Task goal ::
Make an exact copy of the entries below.
:::
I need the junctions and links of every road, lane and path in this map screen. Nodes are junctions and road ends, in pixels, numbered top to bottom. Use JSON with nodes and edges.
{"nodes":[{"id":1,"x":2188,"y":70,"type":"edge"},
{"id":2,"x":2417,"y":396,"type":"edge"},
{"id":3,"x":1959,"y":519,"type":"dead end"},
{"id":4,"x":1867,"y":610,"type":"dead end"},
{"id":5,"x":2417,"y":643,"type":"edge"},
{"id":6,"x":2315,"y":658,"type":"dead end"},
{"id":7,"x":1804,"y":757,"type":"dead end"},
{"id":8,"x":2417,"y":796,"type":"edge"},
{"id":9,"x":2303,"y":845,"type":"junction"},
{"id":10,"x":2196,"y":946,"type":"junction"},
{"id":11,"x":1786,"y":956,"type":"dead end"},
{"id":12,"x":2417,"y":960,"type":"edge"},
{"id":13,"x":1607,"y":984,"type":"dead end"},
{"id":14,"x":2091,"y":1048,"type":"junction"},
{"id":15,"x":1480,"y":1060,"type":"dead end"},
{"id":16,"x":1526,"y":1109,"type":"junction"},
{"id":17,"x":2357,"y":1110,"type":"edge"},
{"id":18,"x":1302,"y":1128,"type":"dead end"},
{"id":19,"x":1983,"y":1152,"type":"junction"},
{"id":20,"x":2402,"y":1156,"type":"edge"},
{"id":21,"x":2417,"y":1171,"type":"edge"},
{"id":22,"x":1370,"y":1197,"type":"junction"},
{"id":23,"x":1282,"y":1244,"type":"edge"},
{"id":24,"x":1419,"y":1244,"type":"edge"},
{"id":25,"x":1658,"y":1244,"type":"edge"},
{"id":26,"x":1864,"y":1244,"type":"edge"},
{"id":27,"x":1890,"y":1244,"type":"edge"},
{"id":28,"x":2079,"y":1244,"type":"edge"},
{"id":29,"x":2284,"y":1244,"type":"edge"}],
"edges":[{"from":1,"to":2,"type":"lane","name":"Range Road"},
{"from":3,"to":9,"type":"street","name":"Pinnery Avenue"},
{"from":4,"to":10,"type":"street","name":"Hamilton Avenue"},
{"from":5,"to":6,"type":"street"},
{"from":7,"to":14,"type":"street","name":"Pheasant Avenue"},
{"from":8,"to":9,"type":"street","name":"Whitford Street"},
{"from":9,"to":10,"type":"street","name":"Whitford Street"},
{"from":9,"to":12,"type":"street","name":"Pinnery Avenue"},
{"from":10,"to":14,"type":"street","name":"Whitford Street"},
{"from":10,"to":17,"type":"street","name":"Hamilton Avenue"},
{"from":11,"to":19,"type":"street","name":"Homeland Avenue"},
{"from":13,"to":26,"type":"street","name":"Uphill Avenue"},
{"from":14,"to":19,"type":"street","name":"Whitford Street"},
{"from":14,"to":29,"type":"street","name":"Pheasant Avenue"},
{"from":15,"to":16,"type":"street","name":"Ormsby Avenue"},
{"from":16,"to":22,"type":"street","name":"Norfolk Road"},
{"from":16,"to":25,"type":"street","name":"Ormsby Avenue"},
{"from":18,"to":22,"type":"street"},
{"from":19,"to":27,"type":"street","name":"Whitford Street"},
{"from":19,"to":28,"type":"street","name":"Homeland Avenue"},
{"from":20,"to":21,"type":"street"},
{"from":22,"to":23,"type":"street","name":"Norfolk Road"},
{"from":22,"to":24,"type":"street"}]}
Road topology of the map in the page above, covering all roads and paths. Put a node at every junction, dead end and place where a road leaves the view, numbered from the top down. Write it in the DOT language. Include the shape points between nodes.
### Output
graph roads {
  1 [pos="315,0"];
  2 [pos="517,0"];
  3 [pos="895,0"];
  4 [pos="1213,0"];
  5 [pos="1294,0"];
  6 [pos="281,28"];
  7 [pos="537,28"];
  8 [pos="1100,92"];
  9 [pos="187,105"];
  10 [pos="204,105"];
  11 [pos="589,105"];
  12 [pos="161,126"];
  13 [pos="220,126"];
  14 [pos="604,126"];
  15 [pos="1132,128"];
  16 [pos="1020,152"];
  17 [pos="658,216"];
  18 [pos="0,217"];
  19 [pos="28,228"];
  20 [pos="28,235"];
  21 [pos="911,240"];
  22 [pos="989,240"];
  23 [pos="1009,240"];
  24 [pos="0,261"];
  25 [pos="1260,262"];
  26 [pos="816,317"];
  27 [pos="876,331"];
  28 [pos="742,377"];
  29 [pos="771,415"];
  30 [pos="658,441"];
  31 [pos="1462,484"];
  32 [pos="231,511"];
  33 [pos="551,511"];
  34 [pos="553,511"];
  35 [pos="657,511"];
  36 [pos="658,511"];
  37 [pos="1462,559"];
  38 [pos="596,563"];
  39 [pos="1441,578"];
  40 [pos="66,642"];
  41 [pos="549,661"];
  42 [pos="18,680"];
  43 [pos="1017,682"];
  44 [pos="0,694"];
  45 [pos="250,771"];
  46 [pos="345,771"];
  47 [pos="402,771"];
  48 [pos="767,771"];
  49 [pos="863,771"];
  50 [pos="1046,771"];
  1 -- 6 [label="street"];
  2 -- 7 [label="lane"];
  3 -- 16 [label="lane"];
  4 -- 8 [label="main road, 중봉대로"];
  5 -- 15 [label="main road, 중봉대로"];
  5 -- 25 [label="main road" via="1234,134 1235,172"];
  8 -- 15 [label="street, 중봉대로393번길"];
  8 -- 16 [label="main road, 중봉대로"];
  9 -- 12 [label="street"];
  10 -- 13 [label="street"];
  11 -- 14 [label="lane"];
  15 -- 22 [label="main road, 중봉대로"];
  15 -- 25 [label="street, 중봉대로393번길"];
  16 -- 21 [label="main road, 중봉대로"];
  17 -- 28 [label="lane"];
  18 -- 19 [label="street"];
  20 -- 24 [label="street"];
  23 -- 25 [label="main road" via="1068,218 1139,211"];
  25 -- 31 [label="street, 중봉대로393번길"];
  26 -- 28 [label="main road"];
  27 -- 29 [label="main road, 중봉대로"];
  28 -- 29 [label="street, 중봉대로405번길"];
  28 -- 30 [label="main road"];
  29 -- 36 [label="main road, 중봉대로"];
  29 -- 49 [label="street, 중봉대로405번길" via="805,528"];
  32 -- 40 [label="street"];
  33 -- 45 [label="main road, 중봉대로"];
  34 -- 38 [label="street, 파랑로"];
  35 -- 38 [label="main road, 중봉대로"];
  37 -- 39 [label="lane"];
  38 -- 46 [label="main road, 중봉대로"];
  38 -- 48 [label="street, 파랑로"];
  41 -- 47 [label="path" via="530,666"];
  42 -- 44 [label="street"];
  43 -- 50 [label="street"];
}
:::
Answer box ::
I need the junctions and links of every road, lane and path in this map screen. Nodes are junctions and road ends, in pixels, numbered top to bottom. Use JSON with nodes and edges.
{"nodes":[{"id":1,"x":2188,"y":70,"type":"edge"},
{"id":2,"x":2417,"y":396,"type":"edge"},
{"id":3,"x":1959,"y":519,"type":"dead end"},
{"id":4,"x":1867,"y":610,"type":"dead end"},
{"id":5,"x":2417,"y":643,"type":"edge"},
{"id":6,"x":2315,"y":658,"type":"dead end"},
{"id":7,"x":1804,"y":757,"type":"dead end"},
{"id":8,"x":2417,"y":796,"type":"edge"},
{"id":9,"x":2303,"y":845,"type":"junction"},
{"id":10,"x":2196,"y":946,"type":"junction"},
{"id":11,"x":1786,"y":956,"type":"dead end"},
{"id":12,"x":2417,"y":960,"type":"edge"},
{"id":13,"x":1607,"y":984,"type":"dead end"},
{"id":14,"x":2091,"y":1048,"type":"junction"},
{"id":15,"x":1480,"y":1060,"type":"dead end"},
{"id":16,"x":1526,"y":1109,"type":"junction"},
{"id":17,"x":2357,"y":1110,"type":"edge"},
{"id":18,"x":1302,"y":1128,"type":"dead end"},
{"id":19,"x":1983,"y":1152,"type":"junction"},
{"id":20,"x":2402,"y":1156,"type":"edge"},
{"id":21,"x":2417,"y":1171,"type":"edge"},
{"id":22,"x":1370,"y":1197,"type":"junction"},
{"id":23,"x":1282,"y":1244,"type":"edge"},
{"id":24,"x":1419,"y":1244,"type":"edge"},
{"id":25,"x":1658,"y":1244,"type":"edge"},
{"id":26,"x":1864,"y":1244,"type":"edge"},
{"id":27,"x":1890,"y":1244,"type":"edge"},
{"id":28,"x":2079,"y":1244,"type":"edge"},
{"id":29,"x":2284,"y":1244,"type":"edge"}],
"edges":[{"from":1,"to":2,"type":"lane","name":"Range Road"},
{"from":3,"to":9,"type":"street","name":"Pinnery Avenue"},
{"from":4,"to":10,"type":"street","name":"Hamilton Avenue"},
{"from":5,"to":6,"type":"street"},
{"from":7,"to":14,"type":"street","name":"Pheasant Avenue"},
{"from":8,"to":9,"type":"street","name":"Whitford Street"},
{"from":9,"to":10,"type":"street","name":"Whitford Street"},
{"from":9,"to":12,"type":"street","name":"Pinnery Avenue"},
{"from":10,"to":14,"type":"street","name":"Whitford Street"},
{"from":10,"to":17,"type":"street","name":"Hamilton Avenue"},
{"from":11,"to":19,"type":"street","name":"Homeland Avenue"},
{"from":13,"to":26,"type":"street","name":"Uphill Avenue"},
{"from":14,"to":19,"type":"street","name":"Whitford Street"},
{"from":14,"to":29,"type":"street","name":"Pheasant Avenue"},
{"from":15,"to":16,"type":"street","name":"Ormsby Avenue"},
{"from":16,"to":22,"type":"street","name":"Norfolk Road"},
{"from":16,"to":25,"type":"street","name":"Ormsby Avenue"},
{"from":18,"to":22,"type":"street"},
{"from":19,"to":27,"type":"street","name":"Whitford Street"},
{"from":19,"to":28,"type":"street","name":"Homeland Avenue"},
{"from":20,"to":21,"type":"street"},
{"from":22,"to":23,"type":"street","name":"Norfolk Road"},
{"from":22,"to":24,"type":"street"}]}
Road topology of the map in the page above, covering all roads and paths. Put a node at every junction, dead end and place where a road leaves the view, numbered from the top down. Write it in the DOT language. Include the shape points between nodes.
### Output
graph roads {
  1 [pos="315,0"];
  2 [pos="517,0"];
  3 [pos="895,0"];
  4 [pos="1213,0"];
  5 [pos="1294,0"];
  6 [pos="281,28"];
  7 [pos="537,28"];
  8 [pos="1100,92"];
  9 [pos="187,105"];
  10 [pos="204,105"];
  11 [pos="589,105"];
  12 [pos="161,126"];
  13 [pos="220,126"];
  14 [pos="604,126"];
  15 [pos="1132,128"];
  16 [pos="1020,152"];
  17 [pos="658,216"];
  18 [pos="0,217"];
  19 [pos="28,228"];
  20 [pos="28,235"];
  21 [pos="911,240"];
  22 [pos="989,240"];
  23 [pos="1009,240"];
  24 [pos="0,261"];
  25 [pos="1260,262"];
  26 [pos="816,317"];
  27 [pos="876,331"];
  28 [pos="742,377"];
  29 [pos="771,415"];
  30 [pos="658,441"];
  31 [pos="1462,484"];
  32 [pos="231,511"];
  33 [pos="551,511"];
  34 [pos="553,511"];
  35 [pos="657,511"];
  36 [pos="658,511"];
  37 [pos="1462,559"];
  38 [pos="596,563"];
  39 [pos="1441,578"];
  40 [pos="66,642"];
  41 [pos="549,661"];
  42 [pos="18,680"];
  43 [pos="1017,682"];
  44 [pos="0,694"];
  45 [pos="250,771"];
  46 [pos="345,771"];
  47 [pos="402,771"];
  48 [pos="767,771"];
  49 [pos="863,771"];
  50 [pos="1046,771"];
  1 -- 6 [label="street"];
  2 -- 7 [label="lane"];
  3 -- 16 [label="lane"];
  4 -- 8 [label="main road, 중봉대로"];
  5 -- 15 [label="main road, 중봉대로"];
  5 -- 25 [label="main road" via="1234,134 1235,172"];
  8 -- 15 [label="street, 중봉대로393번길"];
  8 -- 16 [label="main road, 중봉대로"];
  9 -- 12 [label="street"];
  10 -- 13 [label="street"];
  11 -- 14 [label="lane"];
  15 -- 22 [label="main road, 중봉대로"];
  15 -- 25 [label="street, 중봉대로393번길"];
  16 -- 21 [label="main road, 중봉대로"];
  17 -- 28 [label="lane"];
  18 -- 19 [label="street"];
  20 -- 24 [label="street"];
  23 -- 25 [label="main road" via="1068,218 1139,211"];
  25 -- 31 [label="street, 중봉대로393번길"];
  26 -- 28 [label="main road"];
  27 -- 29 [label="main road, 중봉대로"];
  28 -- 29 [label="street, 중봉대로405번길"];
  28 -- 30 [label="main road"];
  29 -- 36 [label="main road, 중봉대로"];
  29 -- 49 [label="street, 중봉대로405번길" via="805,528"];
  32 -- 40 [label="street"];
  33 -- 45 [label="main road, 중봉대로"];
  34 -- 38 [label="street, 파랑로"];
  35 -- 38 [label="main road, 중봉대로"];
  37 -- 39 [label="lane"];
  38 -- 46 [label="main road, 중봉대로"];
  38 -- 48 [label="street, 파랑로"];
  41 -- 47 [label="path" via="530,666"];
  42 -- 44 [label="street"];
  43 -- 50 [label="street"];
}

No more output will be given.